After the outbreak of the Spanish–American War, Lancaster recommissioned 5 May 1898, sailed on the 19th, and arrived on the 31st at Key West, Florida, where she served as station ship during the conflict. Departing Key West 18 August, the ship arrived at Portsmouth 3 September. Assigned to duty as a gunnery training ship, Lancaster departed Portsmouth 8 January 1899 and cruised along the Atlantic coast and in the West Indies. From 3 June 1900 to 4 March 1901 she made a cruise to European waters, returning to the United States via the West Indies and La Guaira, Venezuela.
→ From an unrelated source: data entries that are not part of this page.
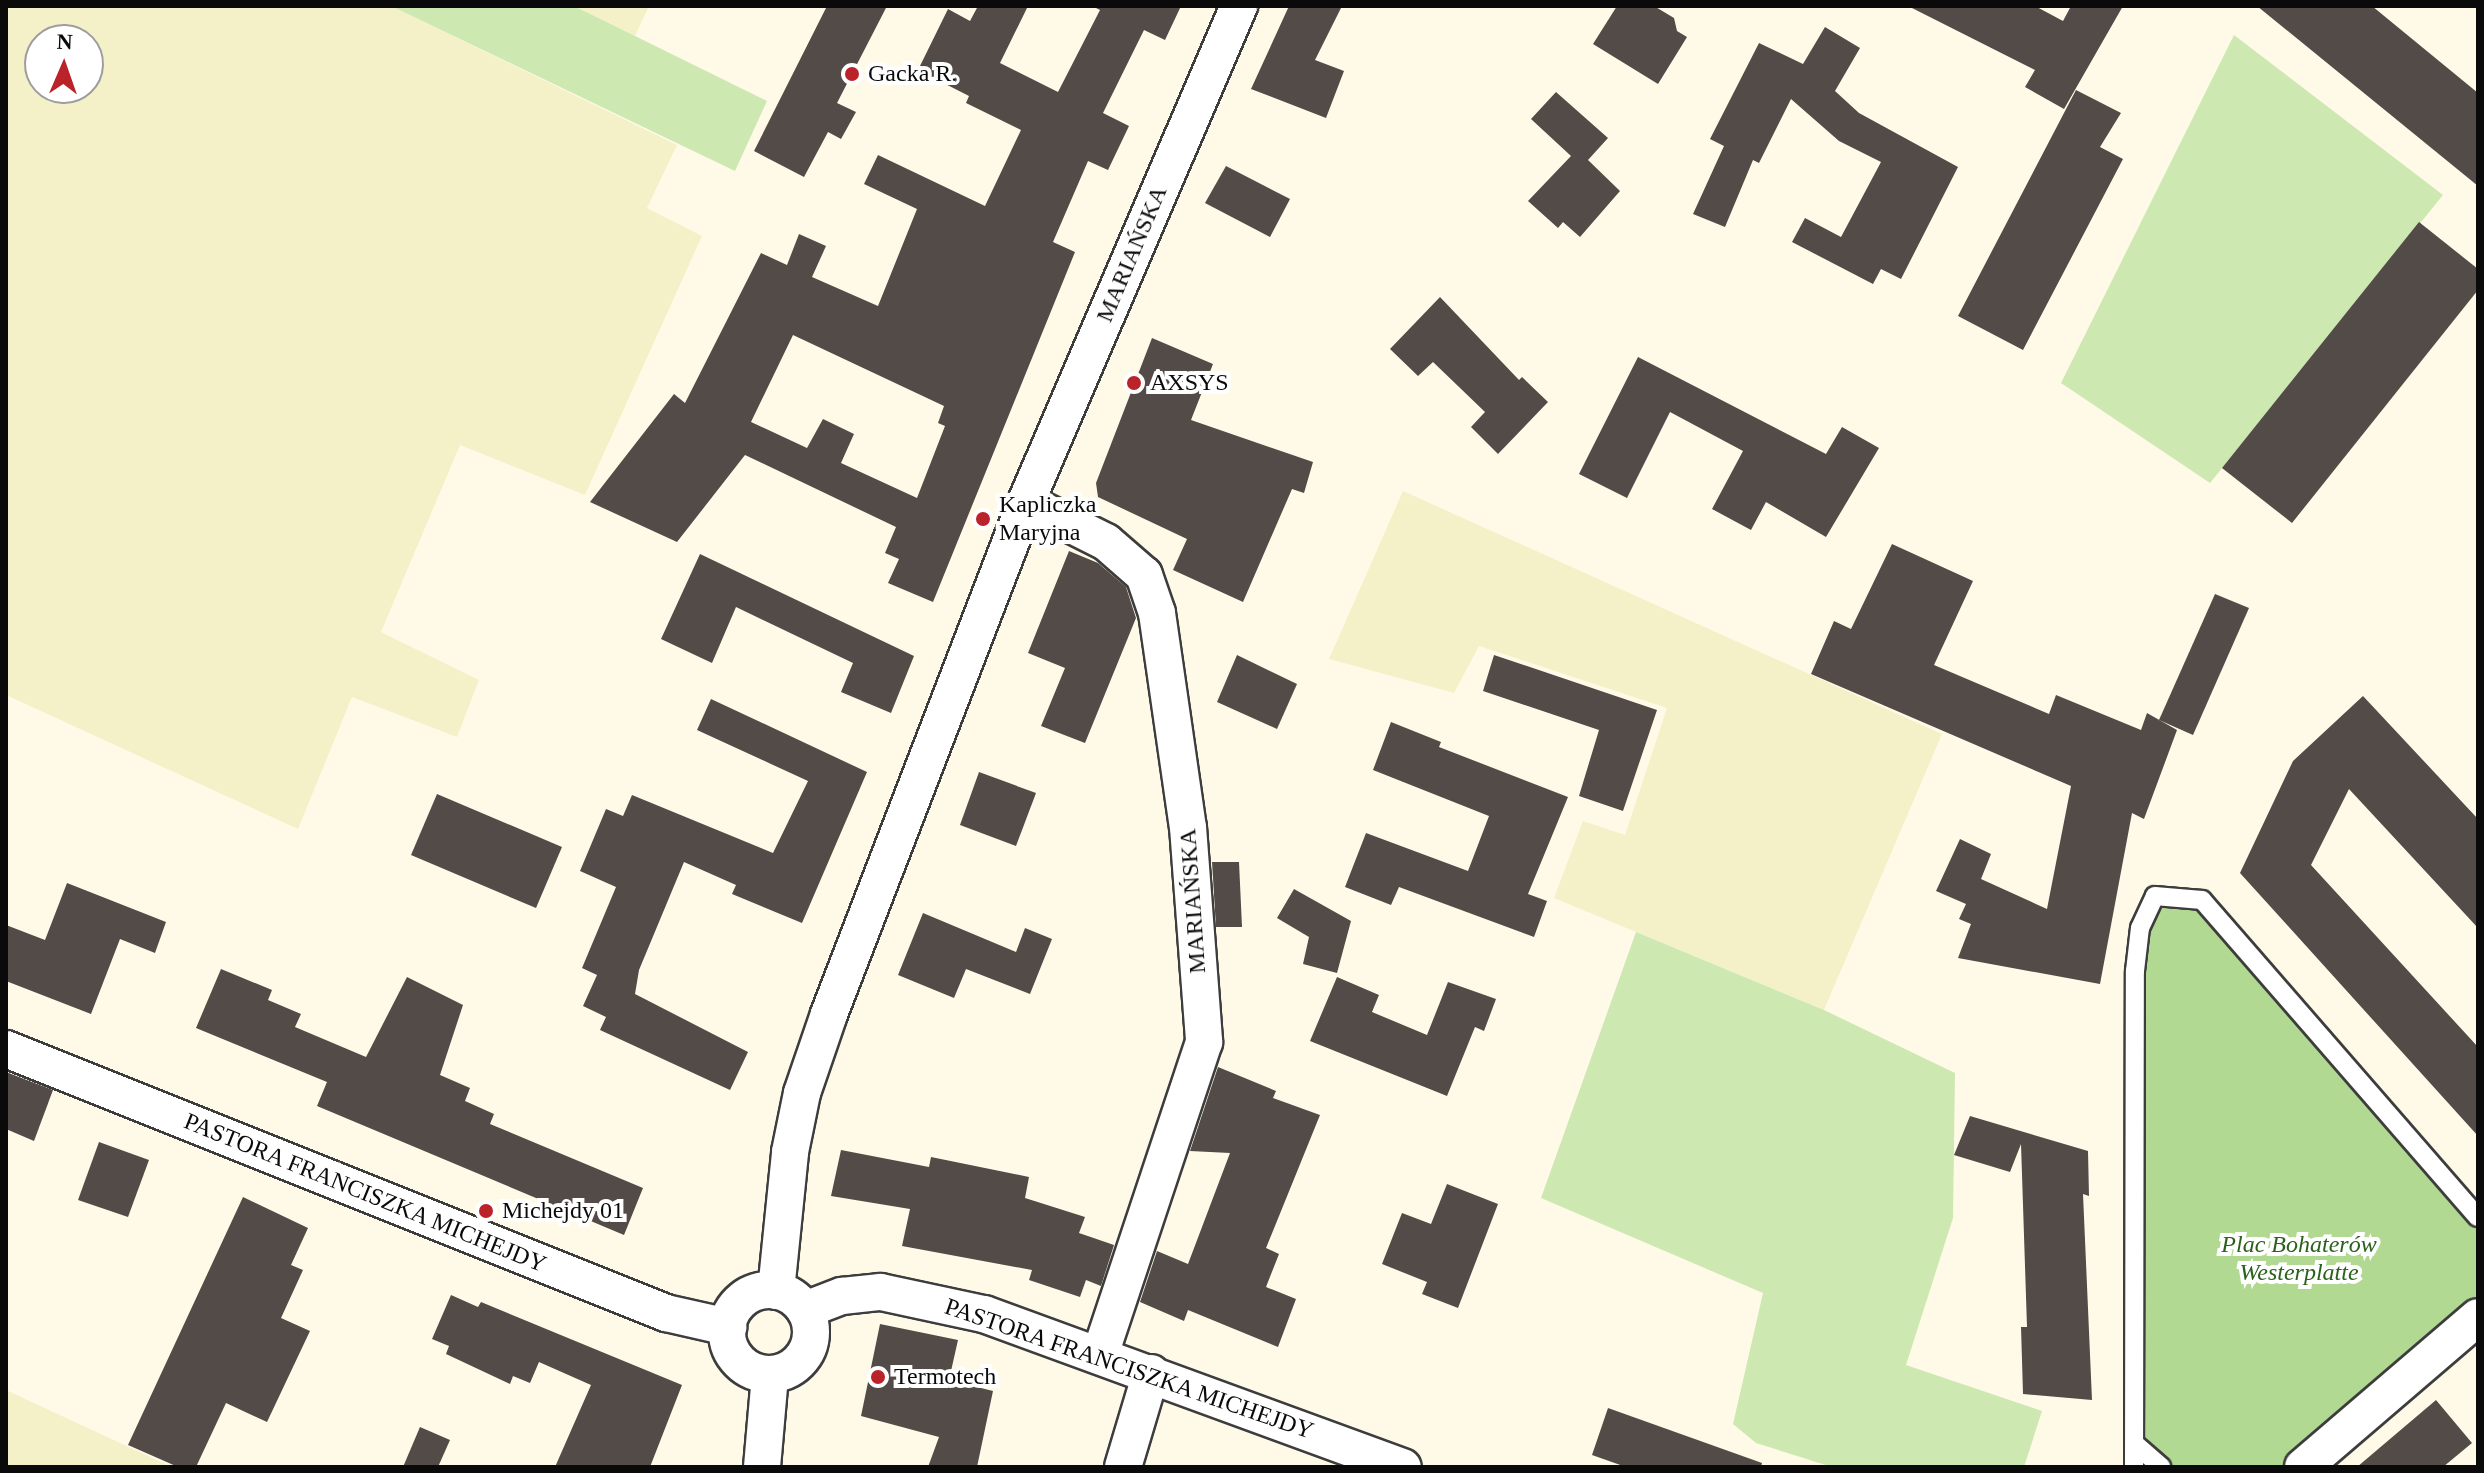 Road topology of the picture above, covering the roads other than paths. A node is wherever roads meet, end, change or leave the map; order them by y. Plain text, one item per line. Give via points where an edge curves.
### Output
1 (1239, 6) edge
2 (1026, 502) junction
3 (6, 1049) edge
4 (2478, 1217) edge
5 (791, 1300) junction
6 (2478, 1317) edge
7 (728, 1327) junction
8 (1100, 1355) junction
9 (1151, 1373) junction
10 (770, 1375) junction
11 (2135, 1444) junction
12 (762, 1467) edge
13 (1123, 1467) edge
14 (1403, 1467) edge
15 (2134, 1467) edge
16 (2161, 1467) edge
17 (2303, 1467) edge

1 - 2 street, MARIAŃSKA
2 - 5 street, MARIAŃSKA via 802,1093
2 - 8 street, MARIAŃSKA via 1106,542 1144,575 1157,613 1188,827 1204,1042
3 - 7 street, PASTORA FRANCISZKA MICHEJDY via 666,1313
4 - 11 lane via 2202,900 2155,896 2140,928 2135,971
5 - 7 street via 748,1296 732,1312
5 - 8 street, PASTORA FRANCISZKA MICHEJDY via 881,1292 908,1296 984,1314
5 - 10 street via 812,1330 808,1349 790,1370
6 - 17 street
7 - 10 street via 735,1357 747,1368
8 - 9 street, PASTORA FRANCISZKA MICHEJDY
9 - 13 street
9 - 14 street, PASTORA FRANCISZKA MICHEJDY
10 - 12 street
11 - 15 lane
11 - 16 lane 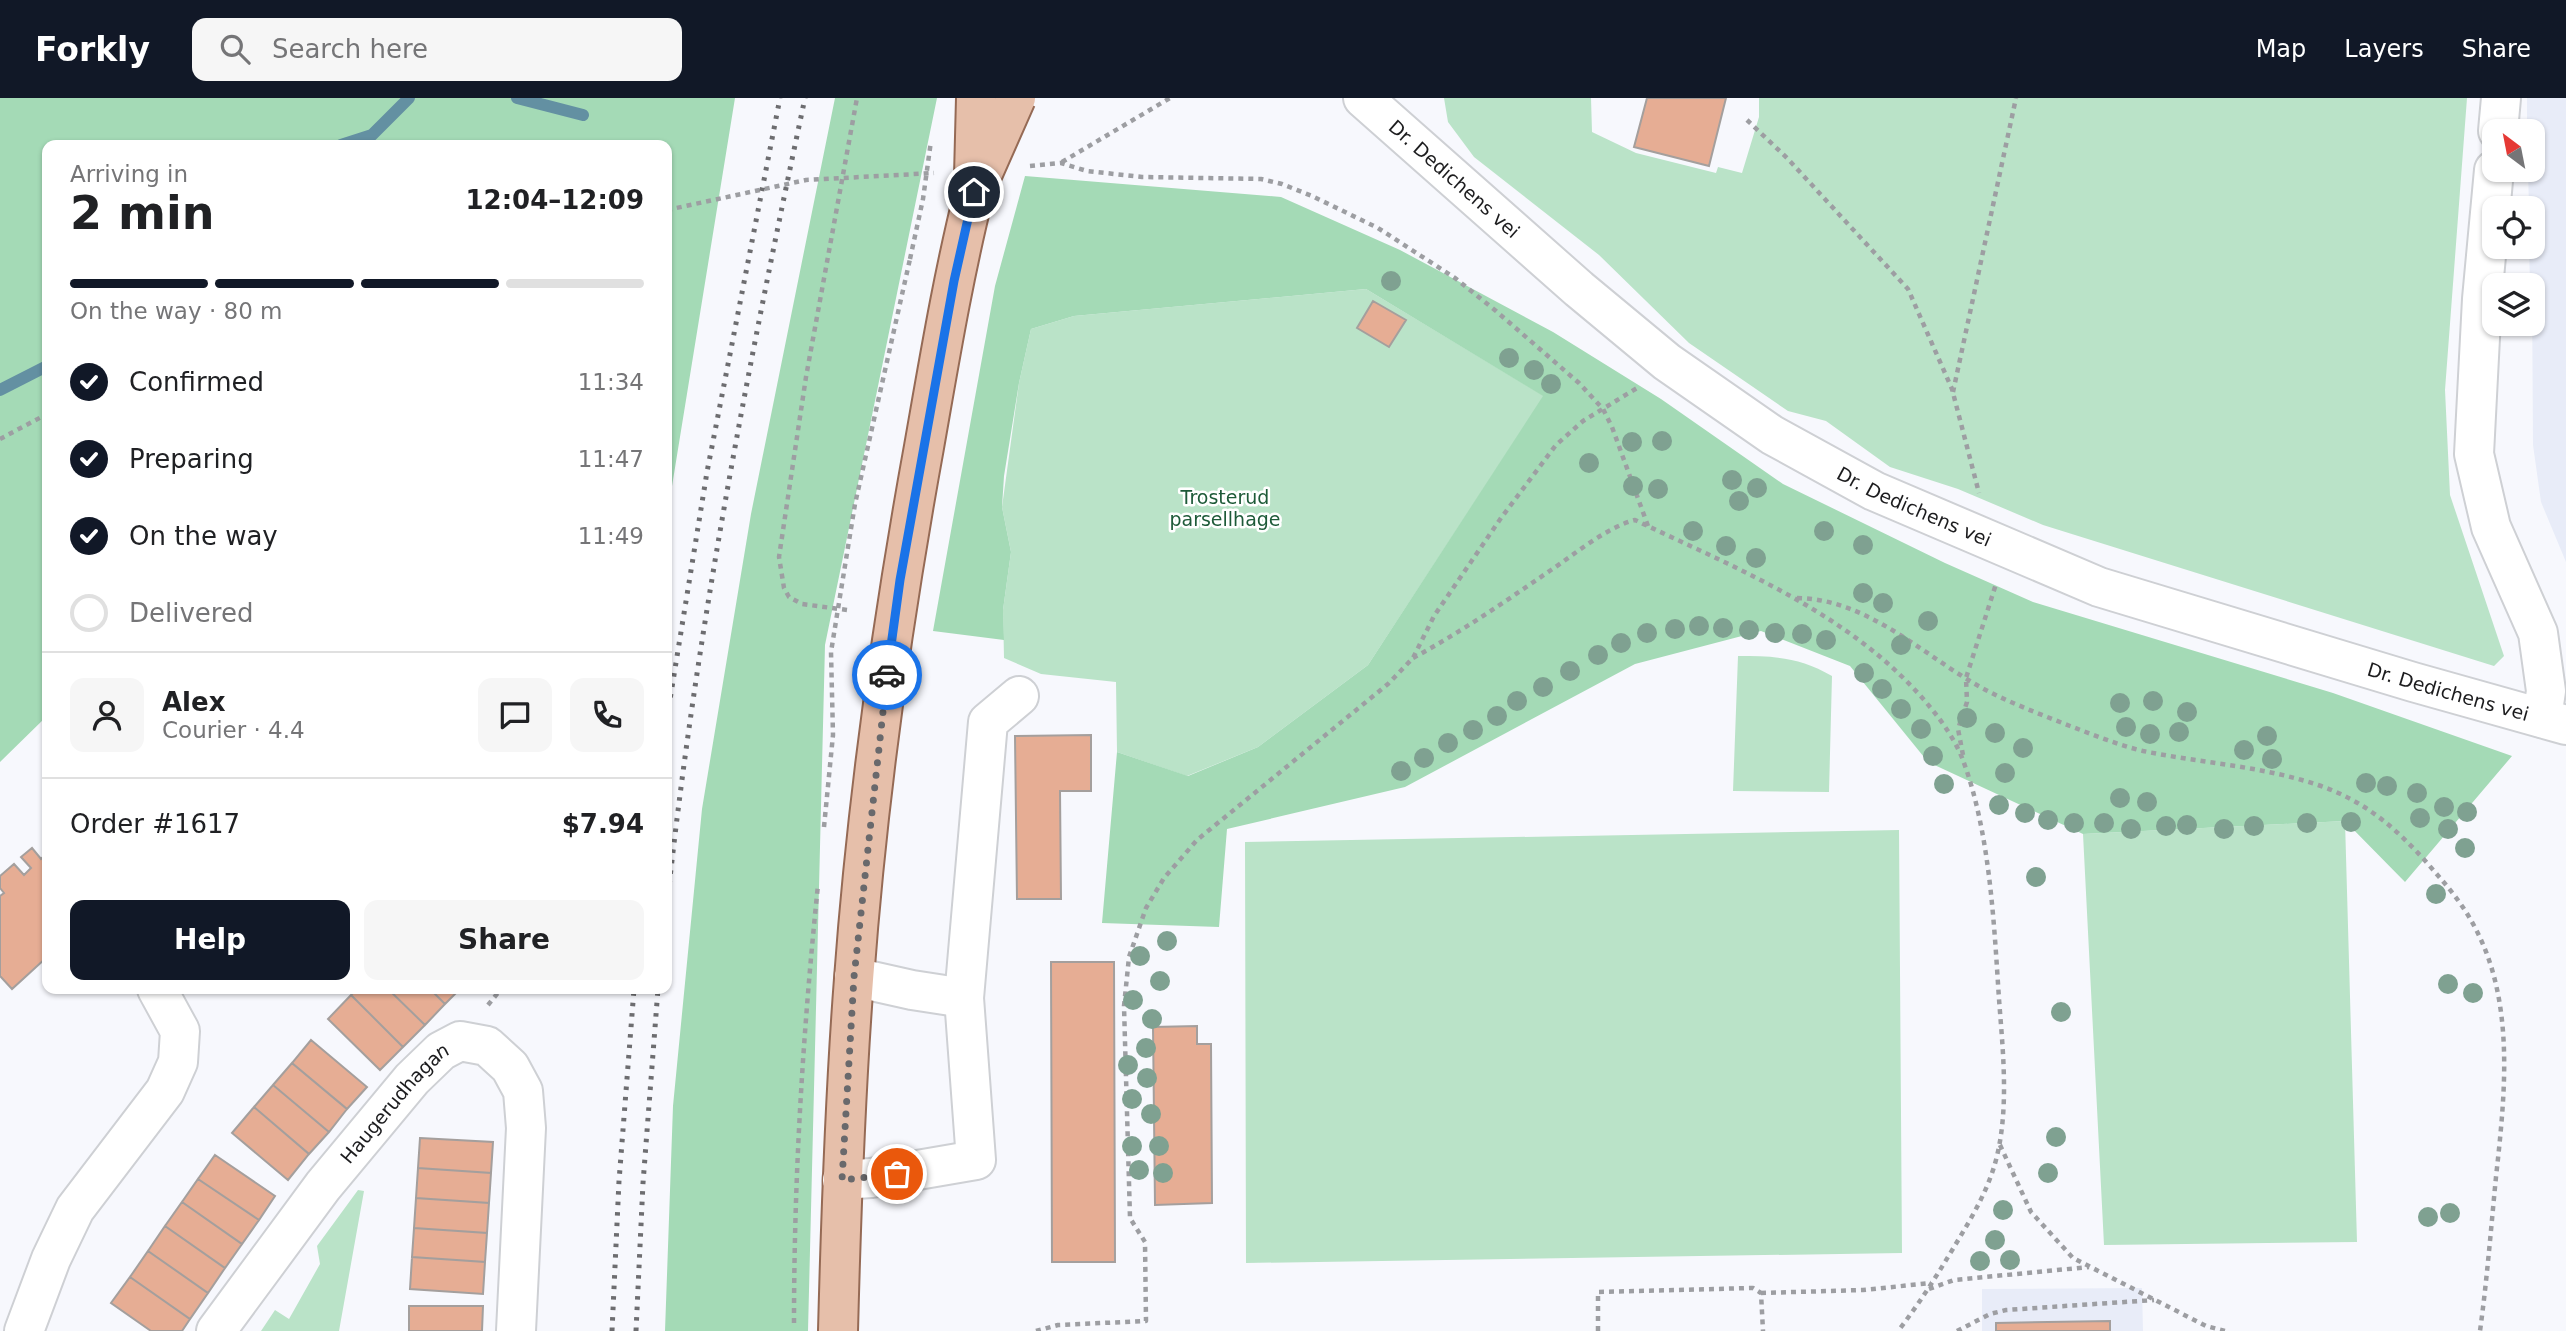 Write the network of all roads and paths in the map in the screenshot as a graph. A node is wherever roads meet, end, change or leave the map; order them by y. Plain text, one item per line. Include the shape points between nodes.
1 (857, 98) edge
2 (976, 98) edge
3 (1016, 98) edge
4 (1170, 98) edge
5 (2016, 98) edge
6 (2501, 98) edge
7 (1376, 102) edge
8 (2499, 119) edge
9 (1747, 120) dead end
10 (932, 130) dead end
11 (841, 177) junction
12 (2493, 182) edge
13 (974, 192) junction
14 (672, 210) edge
15 (910, 259) dead end
16 (1647, 382) dead end
17 (1953, 393) junction
18 (1603, 409) junction
19 (42, 417) edge
20 (0, 439) edge
21 (1980, 495) dead end
22 (1648, 527) junction
23 (1998, 577) dead end
24 (1794, 598) junction
25 (847, 610) dead end
26 (1413, 658) junction
27 (2554, 664) edge
28 (1966, 678) junction
29 (1020, 696) dead end
30 (2554, 722) edge
31 (1965, 765) junction
32 (854, 977) junction
33 (160, 994) edge
34 (964, 998) junction
35 (2000, 1144) junction
36 (842, 1180) junction
37 (2090, 1267) junction
38 (1932, 1283) junction
39 (1928, 1290) junction
40 (1761, 1293) junction
41 (2154, 1300) junction
42 (24, 1331) edge
43 (216, 1331) edge
44 (516, 1331) edge
45 (838, 1331) edge
46 (1036, 1331) edge
47 (1598, 1331) edge
48 (1763, 1331) edge
49 (1898, 1331) edge
50 (1957, 1331) edge
51 (2224, 1331) edge
52 (2480, 1331) edge

1 - 11 path
2 - 13 main road, bridge
3 - 13 main road, bridge
4 - 18 path via 1061,163 1142,177 1261,179 1350,213 1455,278 1536,343
5 - 17 path
6 - 8 street
7 - 30 street, Dr. Dedichens vei via 1579,289 1667,362 1772,435 1853,481 2099,587
9 - 17 path via 1908,289
10 - 15 path, bridge
11 - 14 path
11 - 25 path via 779,557 789,597 802,604
12 - 27 street via 2474,454 2491,527
13 - 32 main road via 958,256 900,580
16 - 18 path
17 - 21 path
18 - 22 path
18 - 26 path via 1556,445 1434,616
19 - 20 path
22 - 24 path
22 - 26 path via 1635,520 1625,523 1456,635
23 - 28 path
24 - 28 path via 1808,598 1866,617
24 - 31 path via 1871,648 1903,677 1940,719
26 - 46 path via 1388,684 1197,839 1146,908 1129,957 1124,1006 1130,1218 1145,1242 1146,1321 1058,1325
27 - 30 street via 2546,691
28 - 31 path via 1968,702 1958,729
28 - 52 path via 2014,704 2105,740 2281,776 2340,794 2396,830 2463,907 2489,961 2505,1027 2502,1125
29 - 34 street via 988,722
31 - 35 path via 1987,870 1996,958
32 - 34 street
32 - 36 main road
33 - 42 street via 180,1031 178,1062 165,1091 75,1209
34 - 36 street via 976,1160
35 - 37 path via 2031,1212 2073,1258
35 - 38 path via 1976,1210
36 - 45 main road
37 - 39 path via 1954,1280
37 - 41 path
38 - 39 path
38 - 40 path
39 - 49 path
40 - 47 path via 1754,1288 1598,1292
40 - 48 path
41 - 50 path via 2006,1310
41 - 51 path
43 - 44 street, Haugerudhagan via 315,1195 412,1079 441,1051 460,1041 487,1046 510,1067 523,1091 526,1128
She continued cruising the Atlantic training landsmen until she decommissioned at the Philadelphia Navy Yard 1 May 1902. Lancaster served as receiving ship at the Philadelphia Navy Yard, 16 November 1903 to 31 March 1912, and was transferred to the Treasury Department's Bureau of Public Health Service, on 1 February 1913. Her name was stricken from the Navy list on 31 December 1915.

Lancaster served the U.S. Public Health Service as a quarantine detention ship at Reedy Island, Delaware, Quarantine Station until 1920, then was transferred to the New York Quarantine Station for similar use. Her hull was broken in 1933.

Her gold eagle figurehead is now displayed at the Mariners' Museum in Newport News, Virginia.